▸ Given data
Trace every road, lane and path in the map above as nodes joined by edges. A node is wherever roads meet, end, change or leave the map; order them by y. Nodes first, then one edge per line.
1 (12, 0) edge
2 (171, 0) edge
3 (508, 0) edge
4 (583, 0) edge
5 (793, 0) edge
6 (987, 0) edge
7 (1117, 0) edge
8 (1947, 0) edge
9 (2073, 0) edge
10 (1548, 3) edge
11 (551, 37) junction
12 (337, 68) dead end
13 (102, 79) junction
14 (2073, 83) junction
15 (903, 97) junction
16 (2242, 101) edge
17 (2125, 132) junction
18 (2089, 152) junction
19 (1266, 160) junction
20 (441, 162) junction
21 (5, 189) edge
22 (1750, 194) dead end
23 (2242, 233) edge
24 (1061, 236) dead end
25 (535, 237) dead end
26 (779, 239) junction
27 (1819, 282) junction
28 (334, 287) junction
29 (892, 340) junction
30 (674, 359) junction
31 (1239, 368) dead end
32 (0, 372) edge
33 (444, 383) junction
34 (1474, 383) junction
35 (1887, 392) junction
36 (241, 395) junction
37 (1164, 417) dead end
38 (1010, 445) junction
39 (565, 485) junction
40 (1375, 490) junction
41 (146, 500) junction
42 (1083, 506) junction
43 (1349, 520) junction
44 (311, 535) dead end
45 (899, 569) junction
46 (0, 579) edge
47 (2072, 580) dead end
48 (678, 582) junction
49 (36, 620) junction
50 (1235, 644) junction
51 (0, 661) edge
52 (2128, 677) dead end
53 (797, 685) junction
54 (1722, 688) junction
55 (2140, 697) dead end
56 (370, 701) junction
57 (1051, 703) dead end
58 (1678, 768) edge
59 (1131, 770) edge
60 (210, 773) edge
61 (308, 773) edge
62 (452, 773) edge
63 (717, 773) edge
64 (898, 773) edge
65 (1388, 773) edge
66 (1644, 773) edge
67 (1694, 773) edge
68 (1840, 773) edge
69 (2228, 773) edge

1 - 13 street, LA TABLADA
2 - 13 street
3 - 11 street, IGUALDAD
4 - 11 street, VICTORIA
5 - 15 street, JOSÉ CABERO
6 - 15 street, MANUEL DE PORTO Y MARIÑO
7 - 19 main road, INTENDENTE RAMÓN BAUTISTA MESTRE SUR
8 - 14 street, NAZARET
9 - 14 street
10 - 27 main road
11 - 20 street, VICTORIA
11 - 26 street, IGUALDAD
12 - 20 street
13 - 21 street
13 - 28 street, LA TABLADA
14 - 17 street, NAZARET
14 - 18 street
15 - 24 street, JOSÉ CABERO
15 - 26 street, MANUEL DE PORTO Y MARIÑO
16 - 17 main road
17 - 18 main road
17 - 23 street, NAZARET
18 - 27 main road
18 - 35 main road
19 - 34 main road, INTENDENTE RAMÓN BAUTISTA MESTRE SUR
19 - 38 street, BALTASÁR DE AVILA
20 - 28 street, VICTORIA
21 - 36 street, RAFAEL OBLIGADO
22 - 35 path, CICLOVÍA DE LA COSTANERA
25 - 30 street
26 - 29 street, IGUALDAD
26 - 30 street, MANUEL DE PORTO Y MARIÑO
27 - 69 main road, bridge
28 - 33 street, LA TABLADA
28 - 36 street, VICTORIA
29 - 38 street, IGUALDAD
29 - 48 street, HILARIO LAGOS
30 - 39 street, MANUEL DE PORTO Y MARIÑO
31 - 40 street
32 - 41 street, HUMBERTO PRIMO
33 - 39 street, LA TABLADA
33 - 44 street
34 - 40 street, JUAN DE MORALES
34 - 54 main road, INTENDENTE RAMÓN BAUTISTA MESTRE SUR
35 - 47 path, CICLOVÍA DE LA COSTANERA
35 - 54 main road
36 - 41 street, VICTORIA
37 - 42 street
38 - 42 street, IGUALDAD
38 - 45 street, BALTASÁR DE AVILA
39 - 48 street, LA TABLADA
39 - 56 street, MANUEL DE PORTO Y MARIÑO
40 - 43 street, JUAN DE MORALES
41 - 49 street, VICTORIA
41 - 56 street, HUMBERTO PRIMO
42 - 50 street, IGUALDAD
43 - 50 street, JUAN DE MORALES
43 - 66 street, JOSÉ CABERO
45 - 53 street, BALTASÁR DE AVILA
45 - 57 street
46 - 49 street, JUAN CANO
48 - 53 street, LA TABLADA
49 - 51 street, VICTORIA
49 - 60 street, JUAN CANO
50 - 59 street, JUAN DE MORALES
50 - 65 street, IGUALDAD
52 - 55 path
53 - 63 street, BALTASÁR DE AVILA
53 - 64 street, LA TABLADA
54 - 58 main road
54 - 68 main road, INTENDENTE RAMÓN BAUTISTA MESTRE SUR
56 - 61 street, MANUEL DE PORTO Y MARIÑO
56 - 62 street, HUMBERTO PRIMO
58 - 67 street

▸ Problem requirements
Reproduce the data in full, precisely as given.

▸ Expected output
Trace every road, lane and path in the map above as nodes joined by edges. A node is wherever roads meet, end, change or leave the map; order them by y. Nodes first, then one edge per line.
1 (12, 0) edge
2 (171, 0) edge
3 (508, 0) edge
4 (583, 0) edge
5 (793, 0) edge
6 (987, 0) edge
7 (1117, 0) edge
8 (1947, 0) edge
9 (2073, 0) edge
10 (1548, 3) edge
11 (551, 37) junction
12 (337, 68) dead end
13 (102, 79) junction
14 (2073, 83) junction
15 (903, 97) junction
16 (2242, 101) edge
17 (2125, 132) junction
18 (2089, 152) junction
19 (1266, 160) junction
20 (441, 162) junction
21 (5, 189) edge
22 (1750, 194) dead end
23 (2242, 233) edge
24 (1061, 236) dead end
25 (535, 237) dead end
26 (779, 239) junction
27 (1819, 282) junction
28 (334, 287) junction
29 (892, 340) junction
30 (674, 359) junction
31 (1239, 368) dead end
32 (0, 372) edge
33 (444, 383) junction
34 (1474, 383) junction
35 (1887, 392) junction
36 (241, 395) junction
37 (1164, 417) dead end
38 (1010, 445) junction
39 (565, 485) junction
40 (1375, 490) junction
41 (146, 500) junction
42 (1083, 506) junction
43 (1349, 520) junction
44 (311, 535) dead end
45 (899, 569) junction
46 (0, 579) edge
47 (2072, 580) dead end
48 (678, 582) junction
49 (36, 620) junction
50 (1235, 644) junction
51 (0, 661) edge
52 (2128, 677) dead end
53 (797, 685) junction
54 (1722, 688) junction
55 (2140, 697) dead end
56 (370, 701) junction
57 (1051, 703) dead end
58 (1678, 768) edge
59 (1131, 770) edge
60 (210, 773) edge
61 (308, 773) edge
62 (452, 773) edge
63 (717, 773) edge
64 (898, 773) edge
65 (1388, 773) edge
66 (1644, 773) edge
67 (1694, 773) edge
68 (1840, 773) edge
69 (2228, 773) edge

1 - 13 street, LA TABLADA
2 - 13 street
3 - 11 street, IGUALDAD
4 - 11 street, VICTORIA
5 - 15 street, JOSÉ CABERO
6 - 15 street, MANUEL DE PORTO Y MARIÑO
7 - 19 main road, INTENDENTE RAMÓN BAUTISTA MESTRE SUR
8 - 14 street, NAZARET
9 - 14 street
10 - 27 main road
11 - 20 street, VICTORIA
11 - 26 street, IGUALDAD
12 - 20 street
13 - 21 street
13 - 28 street, LA TABLADA
14 - 17 street, NAZARET
14 - 18 street
15 - 24 street, JOSÉ CABERO
15 - 26 street, MANUEL DE PORTO Y MARIÑO
16 - 17 main road
17 - 18 main road
17 - 23 street, NAZARET
18 - 27 main road
18 - 35 main road
19 - 34 main road, INTENDENTE RAMÓN BAUTISTA MESTRE SUR
19 - 38 street, BALTASÁR DE AVILA
20 - 28 street, VICTORIA
21 - 36 street, RAFAEL OBLIGADO
22 - 35 path, CICLOVÍA DE LA COSTANERA
25 - 30 street
26 - 29 street, IGUALDAD
26 - 30 street, MANUEL DE PORTO Y MARIÑO
27 - 69 main road, bridge
28 - 33 street, LA TABLADA
28 - 36 street, VICTORIA
29 - 38 street, IGUALDAD
29 - 48 street, HILARIO LAGOS
30 - 39 street, MANUEL DE PORTO Y MARIÑO
31 - 40 street
32 - 41 street, HUMBERTO PRIMO
33 - 39 street, LA TABLADA
33 - 44 street
34 - 40 street, JUAN DE MORALES
34 - 54 main road, INTENDENTE RAMÓN BAUTISTA MESTRE SUR
35 - 47 path, CICLOVÍA DE LA COSTANERA
35 - 54 main road
36 - 41 street, VICTORIA
37 - 42 street
38 - 42 street, IGUALDAD
38 - 45 street, BALTASÁR DE AVILA
39 - 48 street, LA TABLADA
39 - 56 street, MANUEL DE PORTO Y MARIÑO
40 - 43 street, JUAN DE MORALES
41 - 49 street, VICTORIA
41 - 56 street, HUMBERTO PRIMO
42 - 50 street, IGUALDAD
43 - 50 street, JUAN DE MORALES
43 - 66 street, JOSÉ CABERO
45 - 53 street, BALTASÁR DE AVILA
45 - 57 street
46 - 49 street, JUAN CANO
48 - 53 street, LA TABLADA
49 - 51 street, VICTORIA
49 - 60 street, JUAN CANO
50 - 59 street, JUAN DE MORALES
50 - 65 street, IGUALDAD
52 - 55 path
53 - 63 street, BALTASÁR DE AVILA
53 - 64 street, LA TABLADA
54 - 58 main road
54 - 68 main road, INTENDENTE RAMÓN BAUTISTA MESTRE SUR
56 - 61 street, MANUEL DE PORTO Y MARIÑO
56 - 62 street, HUMBERTO PRIMO
58 - 67 street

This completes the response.